I think of him often, and usually in the form of “Oh, he would’a loved that!”
My mom would have been all over communicating — from lengthy emails to video chats with relatives overseas, I think she’d have grabbed on to the possibilities quickly. (I know she was thrilled when my cousin and I started communicating via email.)
My dad, would have gone a different direction.
Youtube, in particular, would have fascinated him. Not all the random and goofy entertainment stuff, but rather the channels and videos that, when I encounter them today, seem right up his alley. All the how-to, and engineering, the various hobby channels, and even the videos showing things being destroyed under high pressure.
Channels like Blondihacks would have spoken to him on two levels: being about exactly what he started as — a machinist — and what he loved to do (putter around in his machine shop), but also confirming that the trade would be well represented and live on. Adam Savage would have been a huge hit. (I suspect the original Mythbusters would have been as well.)
Beyond just what you can watch, though, I can imagine him searching for obscure thing related to his interests, and not being disappointed. Be it for research for whatever he happened to be designing or dreaming up at the time, or just pursuing a thought or idea, he’d have eaten it up.
He was never particularly political, that I experienced anyway, so he probably wouldn’t have gone down any of the extreme rabbit holes. I Hope. Having lived in The Netherlands while it was occupied by the Germans, and having escaped from one of their camps, he’d probably have many opinions about current events, though. I’m not sure exactly if, or how, he’d go about sharing those.
I do suspect that he’d have spent some time looking up old acquaintances, or even old girlfriends, to answer the age old “whatever happened to…” questions, if he could.
In a way he was born a little too soon.

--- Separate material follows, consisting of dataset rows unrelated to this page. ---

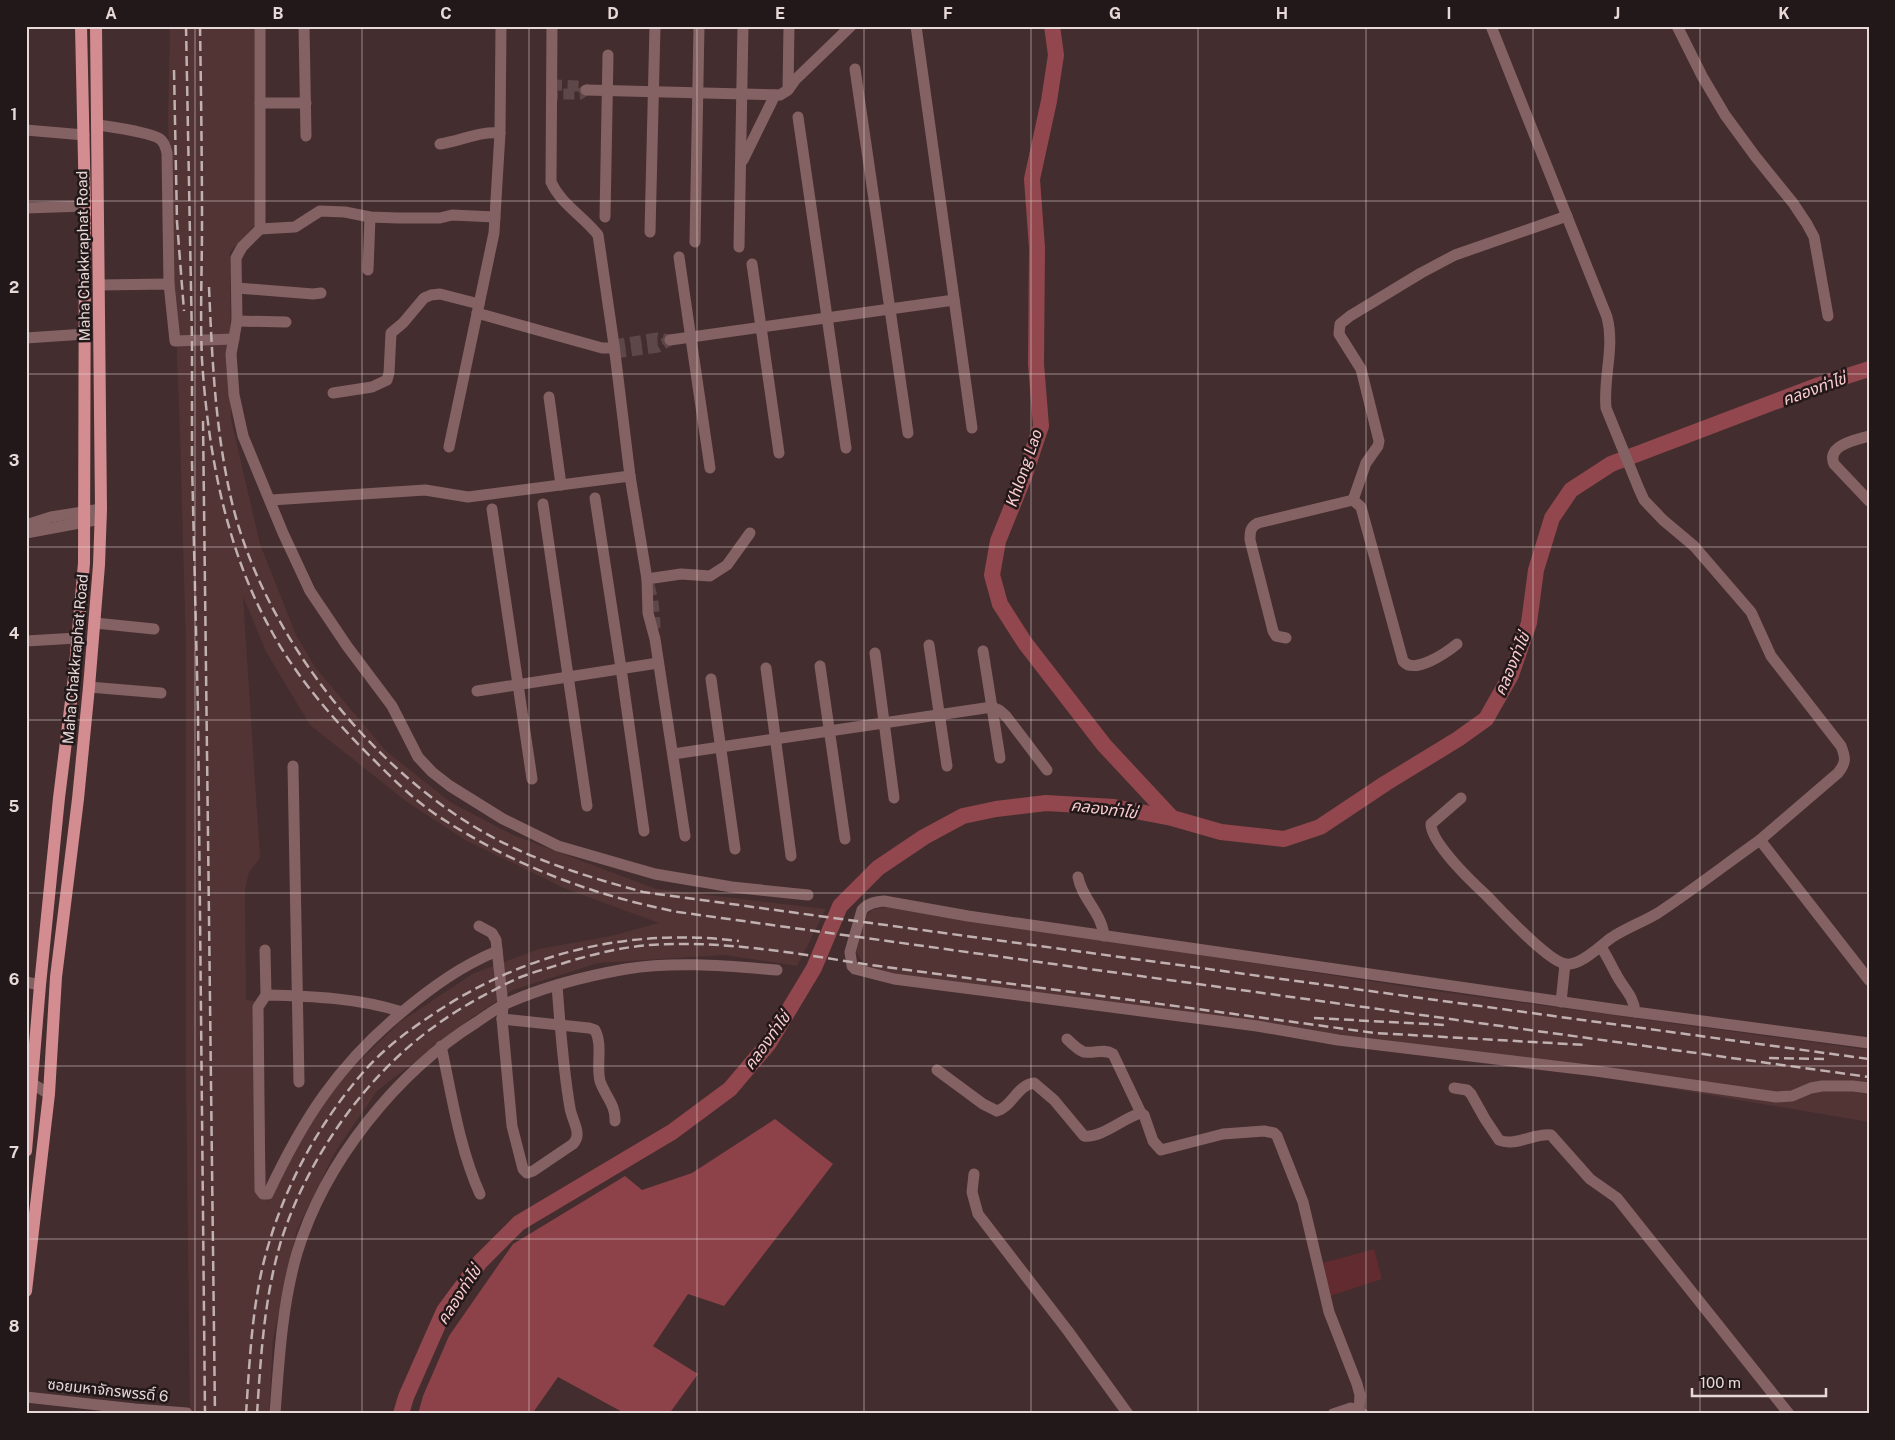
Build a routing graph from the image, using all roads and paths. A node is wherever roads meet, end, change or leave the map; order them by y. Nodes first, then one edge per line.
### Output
1 (81, 26) edge
2 (96, 26) edge
3 (260, 26) edge
4 (304, 26) edge
5 (501, 26) edge
6 (552, 26) edge
7 (655, 26) edge
8 (699, 26) edge
9 (743, 26) edge
10 (789, 26) edge
11 (852, 26) edge
12 (916, 26) edge
13 (1491, 26) edge
14 (1677, 26) edge
15 (608, 55) dead end
16 (855, 70) dead end
17 (586, 90) dead end
18 (607, 90) junction
19 (788, 90) junction
20 (653, 91) junction
21 (698, 92) junction
22 (742, 93) junction
23 (775, 95) junction
24 (260, 103) junction
25 (306, 103) junction
26 (798, 117) dead end
27 (98, 125) junction
28 (26, 130) edge
29 (500, 133) junction
30 (84, 135) junction
31 (306, 136) dead end
32 (440, 144) dead end
33 (741, 164) junction
34 (85, 206) junction
35 (26, 208) edge
36 (1567, 216) junction
37 (370, 217) junction
38 (495, 217) junction
39 (605, 217) dead end
40 (260, 229) junction
41 (650, 232) dead end
42 (695, 242) dead end
43 (739, 247) dead end
44 (679, 257) dead end
45 (752, 264) dead end
46 (368, 270) dead end
47 (169, 284) junction
48 (99, 285) junction
49 (237, 288) junction
50 (321, 293) dead end
51 (954, 300) junction
52 (478, 309) junction
53 (890, 309) junction
54 (1828, 316) dead end
55 (828, 318) junction
56 (237, 321) junction
57 (286, 322) dead end
58 (761, 327) junction
59 (85, 334) junction
60 (690, 337) junction
61 (26, 338) edge
62 (234, 339) junction
63 (670, 340) dead end
64 (614, 348) junction
65 (333, 393) dead end
66 (548, 397) dead end
67 (972, 428) dead end
68 (908, 433) dead end
69 (1869, 436) edge
70 (449, 447) dead end
71 (846, 448) dead end
72 (779, 453) dead end
73 (710, 468) dead end
74 (630, 476) junction
75 (561, 485) junction
76 (595, 498) dead end
77 (271, 500) junction
78 (1353, 500) junction
79 (1869, 501) edge
80 (543, 504) dead end
81 (492, 510) dead end
82 (101, 514) junction
83 (85, 517) junction
84 (26, 525) edge
85 (26, 533) edge
86 (750, 533) dead end
87 (646, 579) junction
88 (95, 623) junction
89 (154, 629) dead end
90 (77, 638) junction
91 (1286, 638) dead end
92 (26, 641) edge
93 (1457, 644) dead end
94 (929, 645) dead end
95 (983, 651) dead end
96 (875, 653) dead end
97 (658, 663) junction
98 (820, 666) dead end
99 (621, 668) junction
100 (766, 668) dead end
101 (569, 676) junction
102 (711, 680) dead end
103 (517, 684) junction
104 (90, 688) junction
105 (477, 691) dead end
106 (161, 693) dead end
107 (992, 707) junction
108 (940, 715) junction
109 (884, 723) junction
110 (828, 731) junction
111 (774, 739) junction
112 (720, 747) junction
113 (673, 754) junction
114 (1000, 758) dead end
115 (293, 766) dead end
116 (947, 766) dead end
117 (1046, 770) dead end
118 (532, 779) dead end
119 (894, 798) dead end
120 (1461, 798) dead end
121 (586, 806) dead end
122 (644, 831) dead end
123 (685, 836) dead end
124 (845, 839) dead end
125 (1760, 840) junction
126 (735, 849) dead end
127 (791, 856) dead end
128 (1078, 877) dead end
129 (808, 895) dead end
130 (479, 926) dead end
131 (1104, 936) junction
132 (1600, 947) junction
133 (265, 950) dead end
134 (497, 951) junction
135 (1565, 964) junction
136 (777, 970) dead end
137 (1869, 980) edge
138 (26, 982) edge
139 (40, 985) junction
140 (556, 986) junction
141 (266, 995) junction
142 (298, 996) junction
143 (1561, 1002) junction
144 (503, 1005) junction
145 (402, 1012) junction
146 (1635, 1012) junction
147 (502, 1020) junction
148 (560, 1025) junction
149 (1067, 1039) dead end
150 (1869, 1043) edge
151 (441, 1046) junction
152 (30, 1050) edge
153 (937, 1070) dead end
154 (299, 1082) dead end
155 (30, 1084) edge
156 (1454, 1088) dead end
157 (1869, 1088) edge
158 (49, 1094) junction
159 (1141, 1114) junction
160 (615, 1121) dead end
161 (26, 1151) edge
162 (974, 1174) dead end
163 (480, 1194) dead end
164 (26, 1291) edge
165 (26, 1397) edge
166 (135, 1412) edge
167 (1361, 1412) edge
168 (187, 1413) edge
169 (275, 1414) edge
170 (1128, 1414) edge
171 (1333, 1414) edge
172 (1788, 1414) edge

1 - 30 main road, Maha Chakkraphat Road
2 - 27 main road, Maha Chakkraphat Road
3 - 24 street
4 - 25 street
5 - 29 street
6 - 64 street
7 - 20 street
8 - 21 street
9 - 22 street
10 - 19 street
11 - 19 street
12 - 51 street
13 - 36 street
14 - 54 street
15 - 18 street
16 - 53 street
17 - 18 street
18 - 20 street
18 - 39 street
19 - 23 street
20 - 21 street
20 - 41 street
21 - 22 street
21 - 42 street
22 - 23 street
22 - 33 street
23 - 33 street
24 - 25 street
24 - 40 street
25 - 31 street
26 - 55 street
27 - 47 street
27 - 48 main road, Maha Chakkraphat Road
28 - 30 street
29 - 32 street
29 - 38 street
30 - 34 main road, Maha Chakkraphat Road
33 - 43 street
34 - 35 street
34 - 59 main road, Maha Chakkraphat Road
36 - 78 street
36 - 125 street
37 - 38 street
37 - 40 street
37 - 46 street
38 - 52 street
40 - 49 street
44 - 60 street
45 - 58 street
47 - 48 street
47 - 62 street
48 - 82 main road, Maha Chakkraphat Road
49 - 50 street
49 - 56 street
51 - 53 street
51 - 67 street
52 - 64 street
52 - 65 street
52 - 70 street
53 - 55 street
53 - 68 street
55 - 58 street
55 - 71 street
56 - 57 street
56 - 62 street
58 - 60 street
58 - 72 street
59 - 61 street
59 - 83 main road, Maha Chakkraphat Road
60 - 63 street
60 - 73 street
62 - 77 street
64 - 74 street
66 - 75 street
69 - 79 street
74 - 75 street
74 - 87 street
75 - 77 street
76 - 99 street
77 - 129 street
78 - 91 street
78 - 93 street
80 - 101 street
81 - 103 street
82 - 83 street
82 - 88 main road, Maha Chakkraphat Road
83 - 84 street
83 - 85 street
83 - 90 main road, Maha Chakkraphat Road
86 - 87 street
87 - 97 street
88 - 89 street
88 - 104 main road, Maha Chakkraphat Road
90 - 92 street
90 - 139 main road, Maha Chakkraphat Road
94 - 108 street
95 - 107 street
96 - 109 street
97 - 99 street
97 - 113 street
98 - 110 street
99 - 101 street
99 - 122 street
100 - 111 street
101 - 103 street
101 - 121 street
102 - 112 street
103 - 105 street
103 - 118 street
104 - 106 street
104 - 158 main road, Maha Chakkraphat Road
107 - 108 street
107 - 114 street
107 - 117 street
108 - 109 street
108 - 116 street
109 - 110 street
109 - 119 street
110 - 111 street
110 - 124 street
111 - 112 street
111 - 127 street
112 - 113 street
112 - 126 street
113 - 123 street
115 - 142 street
120 - 135 street
125 - 132 street
125 - 137 street
128 - 131 street
130 - 134 street
131 - 143 street
131 - 157 street
132 - 135 street
132 - 146 street
133 - 141 street
134 - 144 street
134 - 145 street
135 - 143 street
136 - 140 street
138 - 139 street
139 - 152 main road, Maha Chakkraphat Road
140 - 144 street
140 - 148 street
141 - 142 street
141 - 145 street
142 - 145 street
142 - 154 street
143 - 146 street
144 - 147 street
144 - 151 street
146 - 150 street
147 - 148 street
147 - 148 street
148 - 160 street
149 - 159 street
151 - 163 street
151 - 169 street
152 - 155 main road, Maha Chakkraphat Road
153 - 159 street
155 - 158 street
155 - 161 main road, Maha Chakkraphat Road
156 - 172 street
158 - 164 main road, Maha Chakkraphat Road
159 - 167 street
162 - 170 street
165 - 166 street, ซอยมหาจักรพรรดิ์ 6
166 - 168 street, ซอยมหาจักรพรรดิ์ 6
167 - 171 street

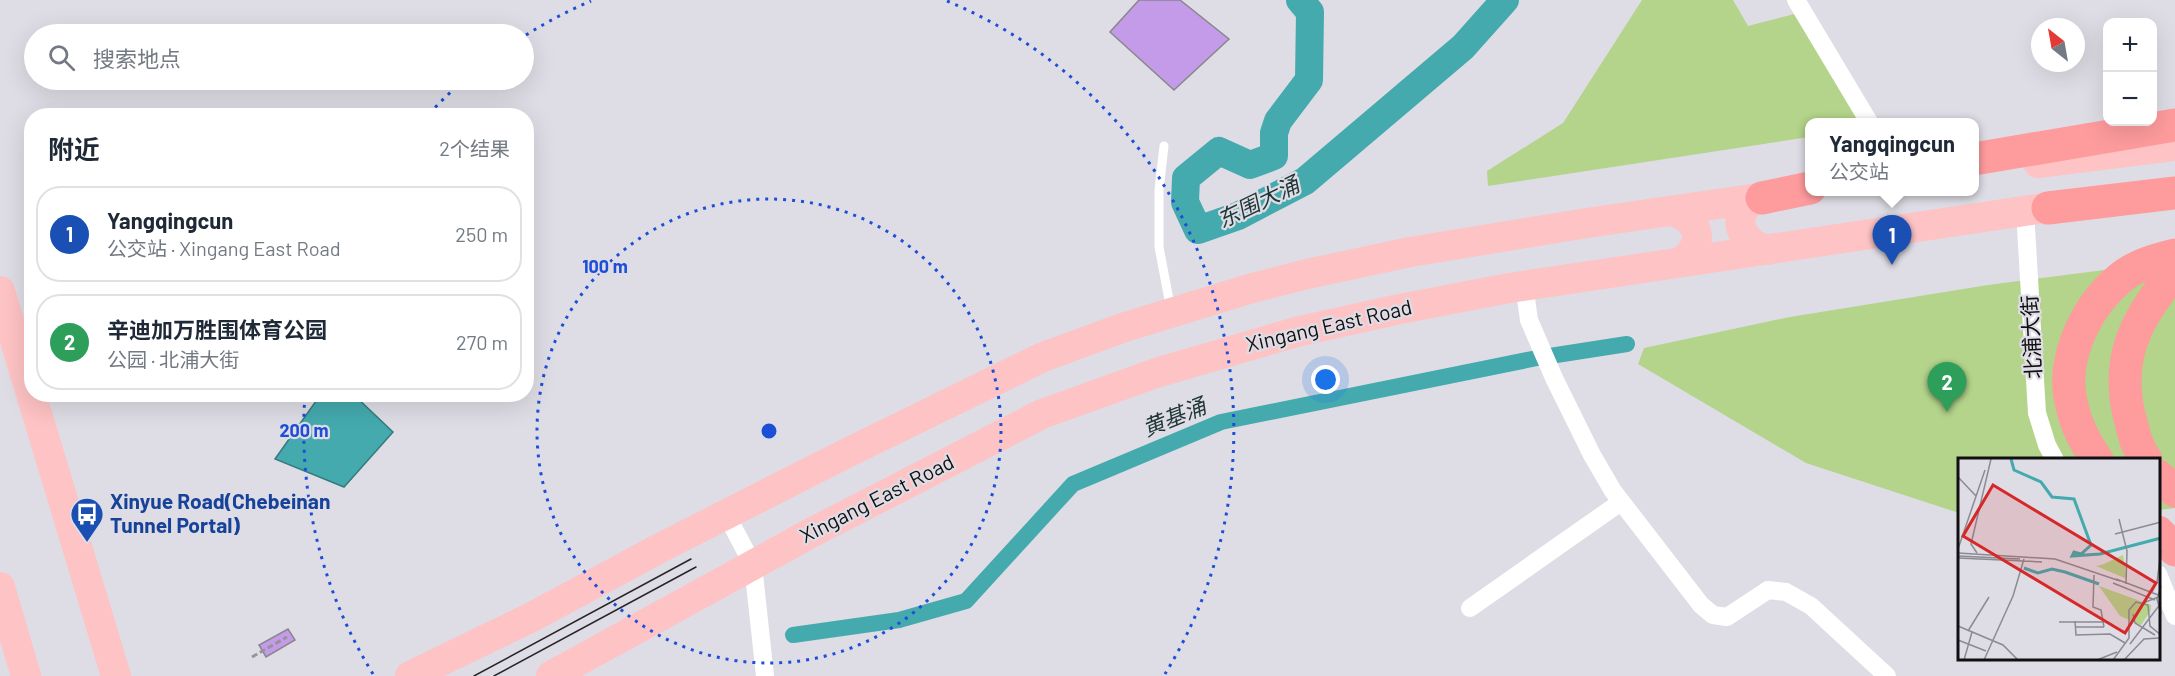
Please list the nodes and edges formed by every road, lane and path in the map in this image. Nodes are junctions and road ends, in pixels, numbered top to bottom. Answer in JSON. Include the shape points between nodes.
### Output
{"nodes":[{"id":1,"x":1796,"y":0,"type":"edge"},
{"id":2,"x":1866,"y":118,"type":"edge"},
{"id":3,"x":2175,"y":125,"type":"edge"},
{"id":4,"x":1164,"y":146,"type":"dead end"},
{"id":5,"x":2175,"y":146,"type":"edge"},
{"id":6,"x":1979,"y":158,"type":"edge"},
{"id":7,"x":1979,"y":170,"type":"edge"},
{"id":8,"x":2175,"y":190,"type":"edge"},
{"id":9,"x":1805,"y":191,"type":"edge"},
{"id":10,"x":1759,"y":198,"type":"junction"},
{"id":11,"x":2037,"y":210,"type":"junction"},
{"id":12,"x":1672,"y":211,"type":"junction"},
{"id":13,"x":1767,"y":250,"type":"junction"},
{"id":14,"x":2175,"y":255,"type":"edge"},
{"id":15,"x":1678,"y":263,"type":"junction"},
{"id":16,"x":2175,"y":272,"type":"edge"},
{"id":17,"x":1524,"y":285,"type":"junction"},
{"id":18,"x":0,"y":291,"type":"edge"},
{"id":19,"x":1172,"y":312,"type":"junction"},
{"id":20,"x":24,"y":371,"type":"edge"},
{"id":21,"x":33,"y":402,"type":"edge"},
{"id":22,"x":2141,"y":454,"type":"edge"},
{"id":23,"x":2054,"y":458,"type":"edge"},
{"id":24,"x":2096,"y":458,"type":"edge"},
{"id":25,"x":2160,"y":478,"type":"edge"},
{"id":26,"x":2175,"y":491,"type":"edge"},
{"id":27,"x":1621,"y":502,"type":"junction"},
{"id":28,"x":726,"y":514,"type":"junction"},
{"id":29,"x":2160,"y":534,"type":"edge"},
{"id":30,"x":2175,"y":550,"type":"edge"},
{"id":31,"x":753,"y":565,"type":"junction"},
{"id":32,"x":2160,"y":579,"type":"edge"},
{"id":33,"x":0,"y":587,"type":"edge"},
{"id":34,"x":1470,"y":608,"type":"dead end"},
{"id":35,"x":2175,"y":616,"type":"edge"},
{"id":36,"x":287,"y":637,"type":"dead end"},
{"id":37,"x":252,"y":657,"type":"dead end"},
{"id":38,"x":26,"y":676,"type":"edge"},
{"id":39,"x":116,"y":676,"type":"edge"},
{"id":40,"x":410,"y":676,"type":"edge"},
{"id":41,"x":551,"y":676,"type":"edge"},
{"id":42,"x":765,"y":676,"type":"edge"},
{"id":43,"x":1887,"y":676,"type":"edge"}],
"edges":[{"from":1,"to":2,"type":"street"},
{"from":3,"to":6,"type":"highway"},
{"from":4,"to":19,"type":"lane","via":[[1159,247]]},
{"from":5,"to":7,"type":"main road"},
{"from":8,"to":11,"type":"highway"},
{"from":9,"to":10,"type":"highway"},
{"from":10,"to":12,"type":"main road"},
{"from":10,"to":13,"type":"main road","via":[[1743,210],[1741,228],[1751,242]]},
{"from":11,"to":13,"type":"main road","name":"Xingang East Road"},
{"from":11,"to":23,"type":"street","name":"北浦大街","via":[[2037,413]]},
{"from":12,"to":15,"type":"main road","via":[[1689,219],[1697,235],[1693,252]]},
{"from":12,"to":19,"type":"main road","via":[[1410,252],[1295,277]]},
{"from":13,"to":15,"type":"main road","name":"Xingang East Road"},
{"from":14,"to":24,"type":"highway","via":[[2154,259],[2117,280],[2081,329],[2070,367],[2071,405]]},
{"from":15,"to":17,"type":"main road","name":"Xingang East Road"},
{"from":16,"to":22,"type":"highway","via":[[2139,322],[2127,356],[2125,399]]},
{"from":17,"to":27,"type":"street","via":[[1529,320],[1554,378],[1592,455]]},
{"from":17,"to":31,"type":"main road","name":"Xingang East Road","via":[[1296,332],[1118,386],[1042,414]]},
{"from":18,"to":20,"type":"main road"},
{"from":19,"to":28,"type":"main road","via":[[1042,357]]},
{"from":21,"to":39,"type":"main road"},
{"from":25,"to":26,"type":"highway"},
{"from":27,"to":34,"type":"street"},
{"from":27,"to":43,"type":"street","via":[[1686,588],[1713,615],[1727,617],[1768,590],[1786,592],[1811,606]]},
{"from":28,"to":31,"type":"street"},
{"from":28,"to":40,"type":"main road","via":[[532,617]]},
{"from":29,"to":30,"type":"highway"},
{"from":31,"to":41,"type":"main road","name":"Xingang East Road"},
{"from":31,"to":42,"type":"street"},
{"from":32,"to":35,"type":"street"},
{"from":33,"to":38,"type":"main road"},
{"from":36,"to":37,"type":"path"}]}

But then, perhaps he was exactly when and where he was supposed to be.
As we see the world progressing around us I think we all have moments of realizing how much there is that those who’ve gone before us would appreciate.
My dad would have loved it all. Realizing that makes me appreciate it all the more, myself.
I love this. As an older person, having moved through three countries in Europe and being a pioneer of e-mail, I think of my family, broken as much as it was, and it’s still an interesting history. So I can relate to reflections of the past as it strengthens the resolve to meet the future.
Cheerz Leo & Happy Dayz !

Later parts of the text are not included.